It's not that bad really, if one actually looks at the things we've been upto. Improper waste management is a burning issue, and it's directly linked to climate change. In December this year, decision makers of the entire world will travel to Copenhagen to discuss ways in which the world can live better, and cause less harm. Globally, it’s a lot of promises to be made, and a lot of actions that need to be done too. A lot of people think, and I agree with them that this meeting at Copenhagen, might be one of our last chances to make a significant impact to combat climate change. Being that change is not difficult, starting is. Start in whatever small way you can. I'm sure you could think of a few ideas that you could implement already.

So going back to some interesting things that we've been involved with in waste, there's much to write about. This fixation's caused me to learn that Plastic PET bottles actually get converted into t-shirts, when recycled. Did you know that TetraPak Cartons become roofing sheets, and used plastic bags become trendy handbags after a conversion process? It’s also nice to see my neighbours in Cuncolim come up to my durig (compound wall), and curiously bend over to glimpse Babuni, our handyman and me sieve our harvested compost last week. 'It looks just like tea powder' said one and the other could not believe that we harvested 80kgs of compost from two small composting bins.

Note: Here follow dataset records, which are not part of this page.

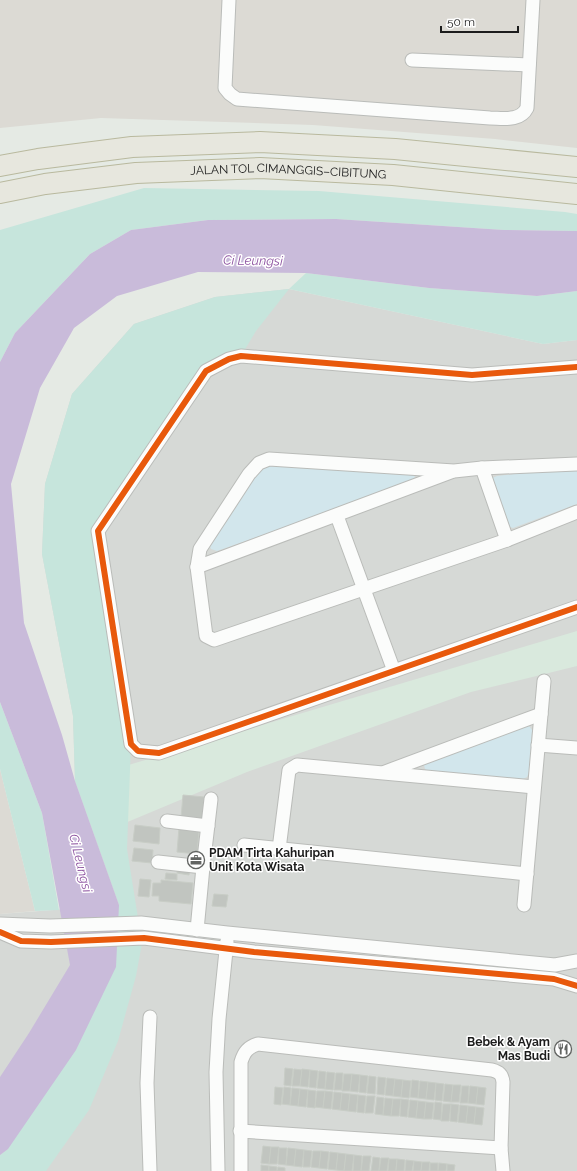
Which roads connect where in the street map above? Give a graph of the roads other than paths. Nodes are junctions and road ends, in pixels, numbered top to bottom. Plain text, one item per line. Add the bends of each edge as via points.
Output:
1 (229, 0) edge
2 (533, 0) edge
3 (412, 60) dead end
4 (529, 65) junction
5 (0, 166) edge
6 (577, 166) edge
7 (0, 192) edge
8 (577, 194) edge
9 (577, 367) edge
10 (577, 464) edge
11 (482, 468) junction
12 (454, 471) junction
13 (577, 512) edge
14 (337, 516) junction
15 (507, 540) junction
16 (197, 567) junction
17 (364, 589) junction
18 (577, 607) edge
19 (394, 671) junction
20 (544, 681) dead end
21 (541, 714) junction
22 (538, 745) junction
23 (577, 748) edge
24 (381, 773) junction
25 (534, 787) junction
26 (211, 799) dead end
27 (167, 821) dead end
28 (208, 826) junction
29 (244, 845) dead end
30 (279, 849) junction
31 (158, 862) dead end
32 (203, 867) junction
33 (526, 874) junction
34 (524, 905) dead end
35 (0, 924) edge
36 (197, 930) junction
37 (0, 932) edge
38 (227, 934) junction
39 (226, 948) junction
40 (577, 961) edge
41 (577, 986) edge
42 (150, 1017) dead end
43 (240, 1131) junction
44 (501, 1148) junction
45 (150, 1171) edge
46 (218, 1171) edge
47 (241, 1171) edge
48 (503, 1171) edge

1 - 4 street via 225,88 237,99 512,118 522,114 527,108
2 - 4 street
3 - 4 street
5 - 6 highway via 132,147 260,142 395,149
7 - 8 highway, JALAN TOL CIMANGGIS–CIBITUNG via 136,172 260,168 393,175
9 - 19 street via 472,375 241,356 229,359 206,371 98,531 131,744 138,751 159,753
10 - 11 street
11 - 12 street
11 - 15 street
12 - 14 street
12 - 16 street via 269,459 259,463 245,480 200,548
13 - 15 street
14 - 16 street
14 - 17 street
15 - 17 street
16 - 17 street via 206,636 214,640
17 - 19 street
18 - 19 street
20 - 21 street
21 - 22 street
21 - 24 street
22 - 23 street
22 - 25 street
24 - 25 street
24 - 30 street via 297,765 289,770
25 - 33 street
26 - 28 street
27 - 28 street
28 - 32 street
29 - 30 street
30 - 33 street
31 - 32 street
32 - 36 street
33 - 34 street
35 - 36 street via 50,926 141,923
36 - 38 street
37 - 39 street via 21,941 144,938
38 - 39 street
38 - 40 street via 555,965
39 - 41 street via 554,979
39 - 46 street via 216,1072
42 - 45 street
43 - 44 street
43 - 44 street via 241,1062 247,1049 258,1044 499,1072 503,1082
43 - 47 street
44 - 48 street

Yesterday, and today, I've been working on the final bits of some recycling labels specially designed for goa. This is going to be something new, and take recycling in Goa to a new level.

The thing is that if we are sincerely concerned and want to recycle our waste, today all we can do is separate our waste into wet and dry. In some cities like Panjim, this separated dry waste actually gets collected and recycled. However, the success of Panjim’s recycling is because waste is collected at source, door to door. If we actually put wet and dry bins on the street, it would never work, not with the people we live with. Mixing waste is not an Indian thing however, it's worldwide. In Portugal and Sweden, some streets and malls had bins with 3 or 4 separate waste compartments; however, most of them were mixed. What is needed however is awareness for proper separation, and until that comes, door to door seems to be the only way to ensure that properly separated waste can be collected for further processing.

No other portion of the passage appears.